¿Cómo se construye una ceremonia simbólica?
COMUNICACIÓN EMOCIONAL
¿Cómo se hace?
Una ceremonia no se improvisa, se construye.
Después de más de 200 ceremonias, hay algo que se repite siempre.
Las ceremonias que emocionan no son las más bonitas.
Son las mejor construidas.
Y casi nadie habla de esto.
Los primeros minutos lo son todo. Ahí decides si las personas entran en la ceremonia… o simplemente están sentadas mirando. Muchas empiezan sin dirección. Sin tono. Sin alguien que sostenga el momento.
Y eso ya no se recupera.
No es lo que se dice.
Es cómo se coloca. Lecturas largas.
Intervenciones sin orden.
Momentos que no conectan entre sí. Una ceremonia necesita ritmo, como una historia bien contada.
Lo que no se cierra, se pierde. Muchas ceremonias terminan… sin terminar.
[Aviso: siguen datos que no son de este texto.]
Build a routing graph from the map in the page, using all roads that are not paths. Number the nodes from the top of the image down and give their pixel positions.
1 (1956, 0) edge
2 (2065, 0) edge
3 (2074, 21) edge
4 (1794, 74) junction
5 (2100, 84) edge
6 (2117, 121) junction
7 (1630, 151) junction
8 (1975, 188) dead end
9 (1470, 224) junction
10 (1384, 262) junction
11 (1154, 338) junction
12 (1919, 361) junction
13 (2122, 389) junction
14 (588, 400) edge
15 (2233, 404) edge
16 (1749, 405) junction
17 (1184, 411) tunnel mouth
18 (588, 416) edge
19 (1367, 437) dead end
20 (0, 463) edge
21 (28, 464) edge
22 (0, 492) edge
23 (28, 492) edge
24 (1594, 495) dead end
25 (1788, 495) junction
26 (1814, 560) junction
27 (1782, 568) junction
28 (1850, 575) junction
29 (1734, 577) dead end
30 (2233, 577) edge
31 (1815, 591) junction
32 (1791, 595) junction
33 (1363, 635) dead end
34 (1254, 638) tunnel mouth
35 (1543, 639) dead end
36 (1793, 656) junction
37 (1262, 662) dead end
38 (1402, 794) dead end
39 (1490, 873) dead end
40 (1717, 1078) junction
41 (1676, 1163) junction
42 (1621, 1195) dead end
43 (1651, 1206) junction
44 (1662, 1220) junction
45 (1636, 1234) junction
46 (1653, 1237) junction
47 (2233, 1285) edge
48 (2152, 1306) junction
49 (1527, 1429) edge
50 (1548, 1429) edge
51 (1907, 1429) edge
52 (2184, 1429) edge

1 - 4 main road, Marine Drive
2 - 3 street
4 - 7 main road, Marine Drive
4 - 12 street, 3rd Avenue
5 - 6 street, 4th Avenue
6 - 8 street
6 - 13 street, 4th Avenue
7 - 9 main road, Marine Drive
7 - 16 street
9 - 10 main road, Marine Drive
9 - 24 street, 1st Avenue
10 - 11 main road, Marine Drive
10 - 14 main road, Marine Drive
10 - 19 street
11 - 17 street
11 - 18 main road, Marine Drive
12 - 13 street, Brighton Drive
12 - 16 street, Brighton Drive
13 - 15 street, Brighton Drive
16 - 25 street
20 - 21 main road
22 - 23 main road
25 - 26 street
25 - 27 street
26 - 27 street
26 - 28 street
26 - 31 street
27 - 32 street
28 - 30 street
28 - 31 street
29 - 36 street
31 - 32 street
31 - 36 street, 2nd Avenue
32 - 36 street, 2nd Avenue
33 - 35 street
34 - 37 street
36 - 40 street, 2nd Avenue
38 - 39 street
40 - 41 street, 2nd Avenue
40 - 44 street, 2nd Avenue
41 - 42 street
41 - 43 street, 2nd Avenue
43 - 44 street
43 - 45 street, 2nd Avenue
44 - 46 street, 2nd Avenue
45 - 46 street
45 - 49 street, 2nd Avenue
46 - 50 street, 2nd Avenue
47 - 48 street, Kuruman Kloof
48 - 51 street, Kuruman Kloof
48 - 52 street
Sin una frase final.
Sin un momento que se quede.
Y eso es lo último que todos recuerdan.
Una ceremonia no es un trámite ‘un paripé’. Es un relato en directo.
Y cuando está bien construido…
se queda para siempre.
QUIERO QUE NUESTRA CEREMONIA TENGA SENTIDO Y EMOCIÓN
«LO QUE NADIE TE CUENTA»
DE LAS CEREMONIAS
La mayoría de parejas dedica meses a organizar su boda.
El espacio, la música, la cena, los detalles… Y, sin embargo, casi nadie se detiene a pensar de verdad en la ceremonia.
No en cómo se ve.
Sino en cómo se vive.
Porque la ceremonia no es un momento más dentro del día.
Es el único en el que todo se detiene.
No hay ruido.
No hay movimiento.
No hay nada que distraiga.
Solo vosotros.
Y todo lo que ocurre entre vosotros.
Y ahí… todo se nota.
qué hacemos
antes de seguir, mira:
Imagina que ya ha llegado ese momento. Estás de pie.
Respiras. Miras alrededor. Las personas que quieres están ahí. En silencio.
Empieza la ceremonia. Alguien habla… pero no termina de conectar. O quizá sí.
Quizá todo tiene ritmo.
Quizá cada palabra cae donde tiene que caer.
Y entonces ocurre algo difícil de explicar: la gente no solo escucha… siente. Eso no pasa por casualidad.
Se construye.
alicia heras
la voz de las ceremonias
Soy Alicia Heras, maestra de ceremonias desde 2016,
y llevo más de diez años acompañando a parejas en uno de los momentos más importantes de su vida. Además, mi trayectoria como locutora de radio durante más de 25 años
me ha enseñado algo que no se aprende en ningún guion:
cómo sostener la atención, cómo dar ritmo a lo que ocurre,
y cómo hacer que cada palabra tenga sentido en el momento exacto.
Por eso, mi forma de trabajar no consiste solo en escribir o en oficiar. Consiste en observar, escuchar y entender qué historia hay detrás de vosotros,
para después darle forma y construir una ceremonia que tenga coherencia,
que tenga emoción
y que se sienta de verdad.
Sin artificios.
Sin frases vacías.
Solo lo que realmente importa.
SI HAS LLEGADO HASTA AQUÍ…
HAGAMOS UN BODÓN
Con una voz que acompaña, que calma y que guía cada momento sin invadirlo. Integro a las personas que son importantes para vosotros, y acompaño a quienes participan para que sepan qué decir, cómo decirlo y cuándo hacerlo.
Superviso los textos, los trabajo con vosotros
y os los leo en voz alta antes del día, para que podáis escuchar lo que va a ocurrir…
y sentirlo.
Diseño la estructura completa de la ceremonia:
el ritmo, las entradas, las pausas, las intervenciones,
los pequeños momentos que hacen que todo tenga sentido.
Si hay niños, forman parte.
Si hay mascotas, también.
La música no es un problema,
os acompaño en la elección y en cómo integrarla,
igual que en los votos, en la colocación, en los tiempos
o en cualquier detalle que influya en lo que se va a vivir.
Creo secuencias, ordeno emociones y hago que cada persona que está ahí
se sienta parte de algo importante.
Y, al mismo tiempo, me coordino con todos los profesionales:
DJ, finca, wedding planner…
para que todo fluya sin que tengáis que preocuparos de nada.
He oficiado ceremonias en distintas ciudades de España y Portugal. Y no tengo miedo a volar, ni a moverme, ni a dormir fuera de casa…si es para estar donde ocurre algo importante. Si es por amor.